Stored data entries:
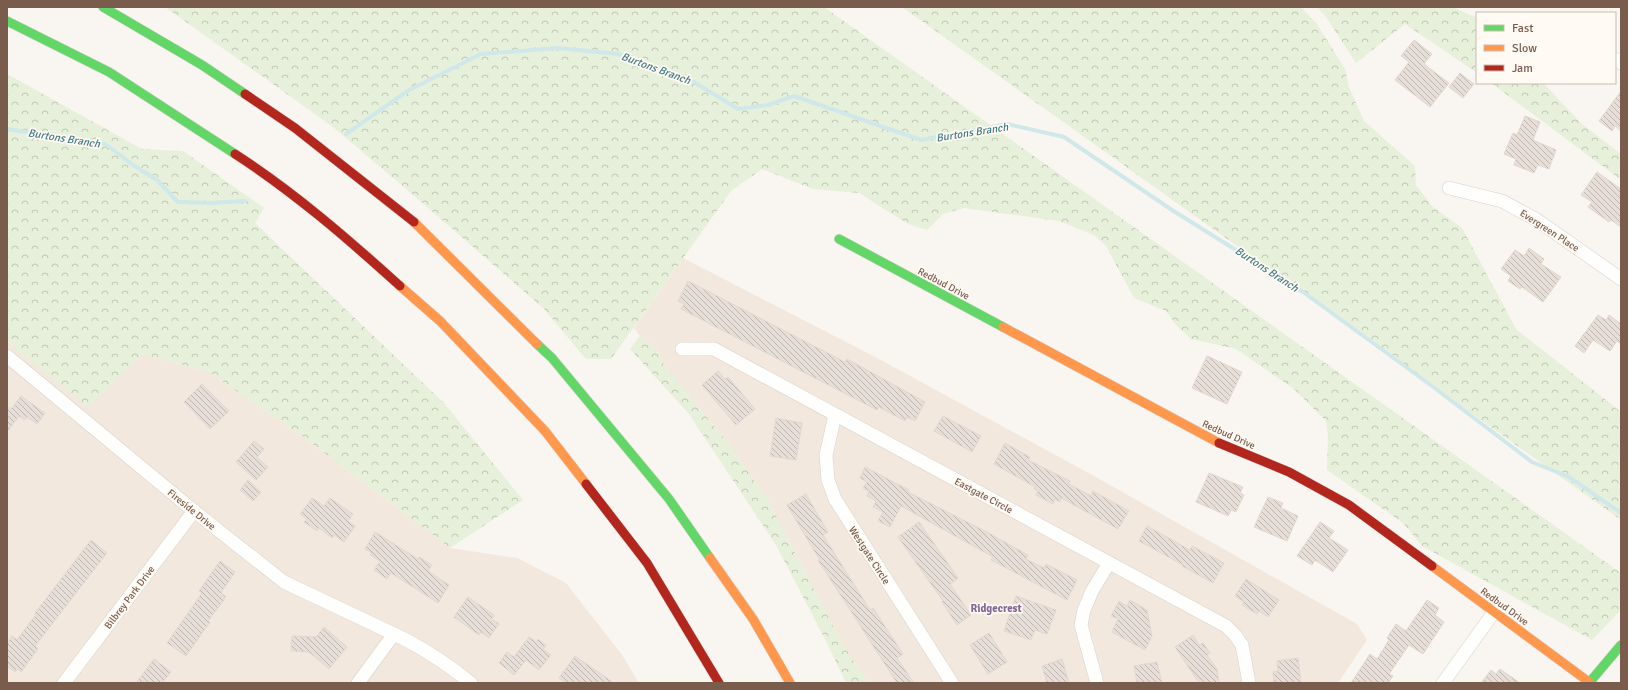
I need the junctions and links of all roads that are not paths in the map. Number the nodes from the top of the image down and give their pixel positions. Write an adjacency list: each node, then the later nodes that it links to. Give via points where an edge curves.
1 (103, 7): 18 (main road, via 202,65 295,128 420,228 547,352 669,499 753,619)
2 (7, 21): 17 (main road, via 109,72 254,166 336,228 440,321 550,438 647,564)
3 (1449, 188): 5 (street, Evergreen Place, via 1502,201 1538,220)
4 (839, 239): 11 (main road, Redbud Drive, via 1210,439 1289,472 1349,505)
5 (1621, 279)
6 (682, 349): 8 (street, Eastgate Circle, via 714,349)
7 (7, 356): 9 (street, Fireside Drive)
8 (835, 415): 10 (street, Eastgate Circle); 19 (street, Westgate Circle, via 826,455 828,480 835,499)
9 (194, 512): 12 (street, Fireside Drive, via 284,582); 14 (street, Bilbrey Park Drive)
10 (1109, 563): 20 (street, via 1092,591 1081,625); 21 (street, Eastgate Circle, via 1226,626 1242,645)
11 (1494, 612): 22 (street); 23 (main road, Redbud Drive)
12 (394, 634): 15 (street); 16 (street, Fireside Drive, via 415,644)
13 (1621, 645): 23 (main road)
14 (64, 683)
15 (358, 683)
16 (471, 683)
17 (720, 683)
18 (790, 683)
19 (952, 683)
20 (1097, 683)
21 (1249, 683)
22 (1443, 683)
23 (1589, 683)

Task requirements
Quote every record above exactly, leaving out the pictures.

Exercise result
I need the junctions and links of all roads that are not paths in the map. Number the nodes from the top of the image down and give their pixel positions. Write an adjacency list: each node, then the later nodes that it links to. Give via points where an edge curves.
1 (103, 7): 18 (main road, via 202,65 295,128 420,228 547,352 669,499 753,619)
2 (7, 21): 17 (main road, via 109,72 254,166 336,228 440,321 550,438 647,564)
3 (1449, 188): 5 (street, Evergreen Place, via 1502,201 1538,220)
4 (839, 239): 11 (main road, Redbud Drive, via 1210,439 1289,472 1349,505)
5 (1621, 279)
6 (682, 349): 8 (street, Eastgate Circle, via 714,349)
7 (7, 356): 9 (street, Fireside Drive)
8 (835, 415): 10 (street, Eastgate Circle); 19 (street, Westgate Circle, via 826,455 828,480 835,499)
9 (194, 512): 12 (street, Fireside Drive, via 284,582); 14 (street, Bilbrey Park Drive)
10 (1109, 563): 20 (street, via 1092,591 1081,625); 21 (street, Eastgate Circle, via 1226,626 1242,645)
11 (1494, 612): 22 (street); 23 (main road, Redbud Drive)
12 (394, 634): 15 (street); 16 (street, Fireside Drive, via 415,644)
13 (1621, 645): 23 (main road)
14 (64, 683)
15 (358, 683)
16 (471, 683)
17 (720, 683)
18 (790, 683)
19 (952, 683)
20 (1097, 683)
21 (1249, 683)
22 (1443, 683)
23 (1589, 683)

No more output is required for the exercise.